Re: a few issues with 2.4.1 RC3

Posted by Andi Vajda <va...@apache.org>.

On Fri, 13 Mar 2009, Michael McCandless wrote:

> Andi Vajda wrote:
>
>> I uploaded a new release candidate, rc4, with this fix to the staging are:
>>   http://people.apache.org/~vajda/staging_area/
>
> +1 to release
>
> My previous example now works fine. I was able to build & search index
> of first 100K docs from wikipedia.  Good job!

Thank you for your vote.

Two more PMC votes are needed !

Andi..

Re: a few issues with 2.4.1 RC3

Posted by Andi Vajda <va...@apache.org>.

On Fri, 13 Mar 2009, Michael McCandless wrote:

> Andi Vajda wrote:
>
>> I uploaded a new release candidate, rc4, with this fix to the staging are:
>>   http://people.apache.org/~vajda/staging_area/
>
> +1 to release
>
> My previous example now works fine. I was able to build & search index
> of first 100K docs from wikipedia.  Good job!

Thank you for your vote.

Two more PMC votes are needed !

Andi..

Re: a few issues with 2.4.1 RC3

Posted by Michael McCandless <lu...@mikemccandless.com>.

Andi Vajda wrote:

> I uploaded a new release candidate, rc4, with this fix to the  
> staging are:
>    http://people.apache.org/~vajda/staging_area/

+1 to release

My previous example now works fine. I was able to build & search index
of first 100K docs from wikipedia.  Good job!

Mike

Re: a few issues with 2.4.1 RC3

Posted by Andi Vajda <va...@apache.org>.

On Fri, 13 Mar 2009, Andi Vajda wrote:

> On Fri, 13 Mar 2009, Michael McCandless wrote:
>
>> * I'm attempting to re-use a field, by changing its value, and then
>>   adding the document to an index:
>>
>>       lucene.initVM(lucene.CLASSPATH)
>>
>>       writer = lucene.IndexWriter(lucene.RAMDirectory(),
>>                                   lucene.StandardAnalyzer())
>>       doc = lucene.Document()
>>       field = lucene.Field('field', '', lucene.Field.Store.NO, 
>> lucene.Field.Index.NOT_ANALYZED)
>>       field.setValue('abc')
>>       doc.add(field)
>>       writer.addDocument(doc)
>>       writer.close()
>>
>>    However, unexpectedly I hit a Java NullPointerException in the
>>    writer.addDocument.  I hit a different exception if I use
>>    lucene.Field.Index.ANALYZED instead.  The corresponding code in
>>    Lucene should work fine I think.
>
> Two bugs at work here:
>
>  1. Because of the order in which the wrappers for setValue() were
>     generated and because JCC let's you pass a python string for a Java
>     byte array (I should probably remove that since JArray('byte')([...])
>     is the way to do this now), your setValue('abc') call gets passed to
>     the Java Field.setValue(byte[]) overload.

I fixed this by indeed removing support for passing byte[] or char[] via 
strings.
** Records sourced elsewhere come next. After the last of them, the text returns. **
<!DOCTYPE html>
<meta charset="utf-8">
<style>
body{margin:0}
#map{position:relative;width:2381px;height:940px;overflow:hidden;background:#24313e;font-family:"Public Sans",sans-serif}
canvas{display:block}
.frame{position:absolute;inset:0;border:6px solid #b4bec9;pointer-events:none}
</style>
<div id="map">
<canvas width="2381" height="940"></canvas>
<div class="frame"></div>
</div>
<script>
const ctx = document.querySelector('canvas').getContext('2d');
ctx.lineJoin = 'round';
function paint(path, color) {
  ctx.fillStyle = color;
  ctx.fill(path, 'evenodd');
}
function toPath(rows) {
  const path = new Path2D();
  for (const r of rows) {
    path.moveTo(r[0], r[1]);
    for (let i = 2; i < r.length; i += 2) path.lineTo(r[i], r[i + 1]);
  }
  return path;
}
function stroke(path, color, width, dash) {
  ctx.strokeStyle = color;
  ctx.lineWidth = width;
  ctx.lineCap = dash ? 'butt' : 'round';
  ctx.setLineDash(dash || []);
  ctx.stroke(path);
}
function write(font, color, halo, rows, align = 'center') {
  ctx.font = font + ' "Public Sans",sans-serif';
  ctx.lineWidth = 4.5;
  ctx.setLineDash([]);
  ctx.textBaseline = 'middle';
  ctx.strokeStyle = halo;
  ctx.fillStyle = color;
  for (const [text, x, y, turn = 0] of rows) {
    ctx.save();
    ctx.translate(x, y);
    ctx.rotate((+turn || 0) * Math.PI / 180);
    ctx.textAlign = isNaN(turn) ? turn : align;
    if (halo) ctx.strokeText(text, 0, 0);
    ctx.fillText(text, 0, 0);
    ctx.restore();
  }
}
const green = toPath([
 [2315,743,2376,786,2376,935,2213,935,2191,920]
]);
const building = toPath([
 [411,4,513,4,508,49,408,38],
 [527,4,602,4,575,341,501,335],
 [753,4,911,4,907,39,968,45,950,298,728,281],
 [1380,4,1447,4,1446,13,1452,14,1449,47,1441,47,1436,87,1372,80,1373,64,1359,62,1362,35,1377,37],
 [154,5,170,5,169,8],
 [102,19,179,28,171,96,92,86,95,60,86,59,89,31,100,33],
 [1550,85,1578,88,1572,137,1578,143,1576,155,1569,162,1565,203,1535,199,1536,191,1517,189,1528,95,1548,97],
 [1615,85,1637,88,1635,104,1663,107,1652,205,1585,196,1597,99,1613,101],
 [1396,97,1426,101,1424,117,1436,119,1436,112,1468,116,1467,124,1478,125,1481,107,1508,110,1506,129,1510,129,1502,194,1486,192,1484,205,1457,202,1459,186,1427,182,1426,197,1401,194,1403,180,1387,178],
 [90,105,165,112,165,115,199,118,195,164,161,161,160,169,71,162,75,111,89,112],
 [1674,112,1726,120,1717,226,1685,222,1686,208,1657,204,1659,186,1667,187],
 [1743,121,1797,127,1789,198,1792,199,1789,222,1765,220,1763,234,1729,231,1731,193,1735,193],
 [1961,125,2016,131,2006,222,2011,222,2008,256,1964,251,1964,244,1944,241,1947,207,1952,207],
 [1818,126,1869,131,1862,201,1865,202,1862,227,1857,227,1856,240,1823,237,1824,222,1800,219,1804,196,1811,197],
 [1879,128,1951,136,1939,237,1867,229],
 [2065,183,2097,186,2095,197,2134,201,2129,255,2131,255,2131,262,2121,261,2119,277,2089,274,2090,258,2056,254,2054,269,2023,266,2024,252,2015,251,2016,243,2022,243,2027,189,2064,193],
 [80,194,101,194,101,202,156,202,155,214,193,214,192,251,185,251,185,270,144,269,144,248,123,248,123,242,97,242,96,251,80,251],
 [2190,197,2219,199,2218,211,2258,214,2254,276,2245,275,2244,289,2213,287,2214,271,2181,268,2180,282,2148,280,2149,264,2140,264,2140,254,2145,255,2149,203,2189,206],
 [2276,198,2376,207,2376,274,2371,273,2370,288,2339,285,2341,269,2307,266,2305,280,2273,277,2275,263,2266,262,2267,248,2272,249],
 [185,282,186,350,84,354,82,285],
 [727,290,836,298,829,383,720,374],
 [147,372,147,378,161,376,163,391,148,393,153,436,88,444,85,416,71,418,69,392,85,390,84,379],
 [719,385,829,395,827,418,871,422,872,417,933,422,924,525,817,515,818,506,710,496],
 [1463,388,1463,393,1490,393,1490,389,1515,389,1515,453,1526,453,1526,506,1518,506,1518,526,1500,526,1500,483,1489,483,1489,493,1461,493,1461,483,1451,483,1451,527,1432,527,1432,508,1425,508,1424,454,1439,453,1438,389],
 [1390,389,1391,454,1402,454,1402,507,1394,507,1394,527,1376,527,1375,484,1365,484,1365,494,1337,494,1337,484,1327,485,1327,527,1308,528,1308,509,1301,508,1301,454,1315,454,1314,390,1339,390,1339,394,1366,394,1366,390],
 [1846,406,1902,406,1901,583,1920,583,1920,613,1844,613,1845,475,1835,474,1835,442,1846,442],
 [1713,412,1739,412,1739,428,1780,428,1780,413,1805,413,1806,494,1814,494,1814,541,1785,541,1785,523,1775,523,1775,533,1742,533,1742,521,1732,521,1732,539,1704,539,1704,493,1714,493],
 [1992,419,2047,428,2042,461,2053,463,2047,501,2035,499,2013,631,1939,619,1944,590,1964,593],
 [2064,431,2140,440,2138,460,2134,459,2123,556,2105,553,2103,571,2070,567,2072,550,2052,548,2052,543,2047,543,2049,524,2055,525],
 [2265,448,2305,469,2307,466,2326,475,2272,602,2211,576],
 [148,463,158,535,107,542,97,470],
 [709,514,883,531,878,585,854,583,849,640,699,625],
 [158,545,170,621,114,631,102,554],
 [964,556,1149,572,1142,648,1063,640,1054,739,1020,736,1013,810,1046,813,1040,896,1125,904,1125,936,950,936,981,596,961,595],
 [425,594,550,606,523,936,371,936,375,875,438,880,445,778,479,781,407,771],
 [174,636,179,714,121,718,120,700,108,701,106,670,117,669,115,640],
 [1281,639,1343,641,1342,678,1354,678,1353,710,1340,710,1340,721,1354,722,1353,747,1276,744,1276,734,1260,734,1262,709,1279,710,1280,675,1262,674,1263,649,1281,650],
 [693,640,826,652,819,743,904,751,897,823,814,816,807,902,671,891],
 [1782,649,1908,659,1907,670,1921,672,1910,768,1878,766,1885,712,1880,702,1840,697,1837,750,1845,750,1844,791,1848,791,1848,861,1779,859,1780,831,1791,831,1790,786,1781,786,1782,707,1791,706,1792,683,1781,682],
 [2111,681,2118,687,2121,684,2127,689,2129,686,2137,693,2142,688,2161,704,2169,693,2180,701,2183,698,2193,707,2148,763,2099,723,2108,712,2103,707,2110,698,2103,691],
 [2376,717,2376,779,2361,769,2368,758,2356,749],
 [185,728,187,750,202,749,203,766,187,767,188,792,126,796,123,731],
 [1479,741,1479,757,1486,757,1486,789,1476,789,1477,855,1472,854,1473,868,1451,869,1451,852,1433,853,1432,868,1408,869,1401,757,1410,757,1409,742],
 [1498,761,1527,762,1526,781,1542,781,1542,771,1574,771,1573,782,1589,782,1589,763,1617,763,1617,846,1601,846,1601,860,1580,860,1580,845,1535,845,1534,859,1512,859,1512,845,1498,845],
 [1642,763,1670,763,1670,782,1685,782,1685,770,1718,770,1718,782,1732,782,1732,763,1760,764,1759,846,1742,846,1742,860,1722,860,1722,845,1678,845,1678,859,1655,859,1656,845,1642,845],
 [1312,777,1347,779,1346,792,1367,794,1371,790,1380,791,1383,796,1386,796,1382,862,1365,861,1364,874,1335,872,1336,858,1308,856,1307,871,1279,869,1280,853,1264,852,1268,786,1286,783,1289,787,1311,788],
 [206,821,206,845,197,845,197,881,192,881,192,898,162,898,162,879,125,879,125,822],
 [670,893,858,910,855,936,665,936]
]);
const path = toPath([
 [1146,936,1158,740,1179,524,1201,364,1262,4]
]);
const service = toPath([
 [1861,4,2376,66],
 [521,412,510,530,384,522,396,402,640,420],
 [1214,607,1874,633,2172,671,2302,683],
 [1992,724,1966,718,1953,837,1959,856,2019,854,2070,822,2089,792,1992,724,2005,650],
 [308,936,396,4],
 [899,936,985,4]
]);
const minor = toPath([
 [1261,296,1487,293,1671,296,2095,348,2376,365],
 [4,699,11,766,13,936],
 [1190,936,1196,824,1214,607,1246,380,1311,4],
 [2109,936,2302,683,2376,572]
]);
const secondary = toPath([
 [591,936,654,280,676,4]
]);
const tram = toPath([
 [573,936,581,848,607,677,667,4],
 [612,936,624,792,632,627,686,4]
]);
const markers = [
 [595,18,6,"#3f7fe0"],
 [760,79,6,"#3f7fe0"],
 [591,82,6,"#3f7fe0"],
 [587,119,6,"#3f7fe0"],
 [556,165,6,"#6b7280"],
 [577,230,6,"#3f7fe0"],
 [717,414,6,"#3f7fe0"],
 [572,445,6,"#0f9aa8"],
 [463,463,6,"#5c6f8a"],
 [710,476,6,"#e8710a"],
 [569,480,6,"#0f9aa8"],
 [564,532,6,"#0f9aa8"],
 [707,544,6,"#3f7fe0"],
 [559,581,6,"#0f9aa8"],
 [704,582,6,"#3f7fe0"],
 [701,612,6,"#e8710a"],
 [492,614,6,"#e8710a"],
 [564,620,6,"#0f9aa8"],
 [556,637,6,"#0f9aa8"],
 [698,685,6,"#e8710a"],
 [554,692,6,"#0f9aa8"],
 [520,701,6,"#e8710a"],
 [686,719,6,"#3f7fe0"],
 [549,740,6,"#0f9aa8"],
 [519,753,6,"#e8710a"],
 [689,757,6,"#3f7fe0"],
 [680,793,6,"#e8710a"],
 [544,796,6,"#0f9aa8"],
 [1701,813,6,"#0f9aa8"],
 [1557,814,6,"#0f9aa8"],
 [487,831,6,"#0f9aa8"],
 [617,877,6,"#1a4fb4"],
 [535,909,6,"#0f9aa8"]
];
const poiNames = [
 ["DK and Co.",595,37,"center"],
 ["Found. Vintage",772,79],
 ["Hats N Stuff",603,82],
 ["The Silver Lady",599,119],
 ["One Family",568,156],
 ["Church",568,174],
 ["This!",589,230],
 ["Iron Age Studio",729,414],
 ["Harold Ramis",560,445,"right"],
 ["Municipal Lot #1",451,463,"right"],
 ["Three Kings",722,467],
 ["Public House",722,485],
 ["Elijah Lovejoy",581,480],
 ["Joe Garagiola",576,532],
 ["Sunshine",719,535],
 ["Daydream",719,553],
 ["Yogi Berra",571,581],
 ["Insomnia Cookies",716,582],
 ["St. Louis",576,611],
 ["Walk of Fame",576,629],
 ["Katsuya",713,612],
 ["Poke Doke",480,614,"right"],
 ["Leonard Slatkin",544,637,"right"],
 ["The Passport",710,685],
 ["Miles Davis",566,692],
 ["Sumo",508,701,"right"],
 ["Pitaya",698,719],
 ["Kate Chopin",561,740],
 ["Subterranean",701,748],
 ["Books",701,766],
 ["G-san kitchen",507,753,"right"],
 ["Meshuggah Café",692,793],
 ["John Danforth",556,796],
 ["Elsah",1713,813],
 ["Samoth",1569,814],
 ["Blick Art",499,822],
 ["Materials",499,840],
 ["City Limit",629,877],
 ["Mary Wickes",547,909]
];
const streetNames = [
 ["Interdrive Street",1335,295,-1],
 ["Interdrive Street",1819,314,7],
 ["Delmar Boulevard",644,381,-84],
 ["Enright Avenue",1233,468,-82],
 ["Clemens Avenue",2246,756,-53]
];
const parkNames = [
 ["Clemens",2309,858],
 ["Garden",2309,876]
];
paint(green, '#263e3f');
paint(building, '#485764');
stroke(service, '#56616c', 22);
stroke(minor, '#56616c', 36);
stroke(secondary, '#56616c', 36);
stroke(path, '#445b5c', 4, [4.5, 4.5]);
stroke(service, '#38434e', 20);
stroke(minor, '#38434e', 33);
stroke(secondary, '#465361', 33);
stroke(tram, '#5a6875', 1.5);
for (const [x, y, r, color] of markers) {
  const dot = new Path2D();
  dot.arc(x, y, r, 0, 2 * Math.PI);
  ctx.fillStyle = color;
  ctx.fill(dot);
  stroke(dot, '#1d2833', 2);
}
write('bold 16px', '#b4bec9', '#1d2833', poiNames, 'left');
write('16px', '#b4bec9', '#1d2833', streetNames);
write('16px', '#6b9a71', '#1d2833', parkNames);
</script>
Before the addition of JArray(), this was necessary but could cause 
the problem you found where a byte[] or char[] overload would be picked up 
before a String overload, as was the case here.

Your test case now works as originally written. The Java Lucene bug we found 
is not hit anymore since the correct setValue() overload is now invoked.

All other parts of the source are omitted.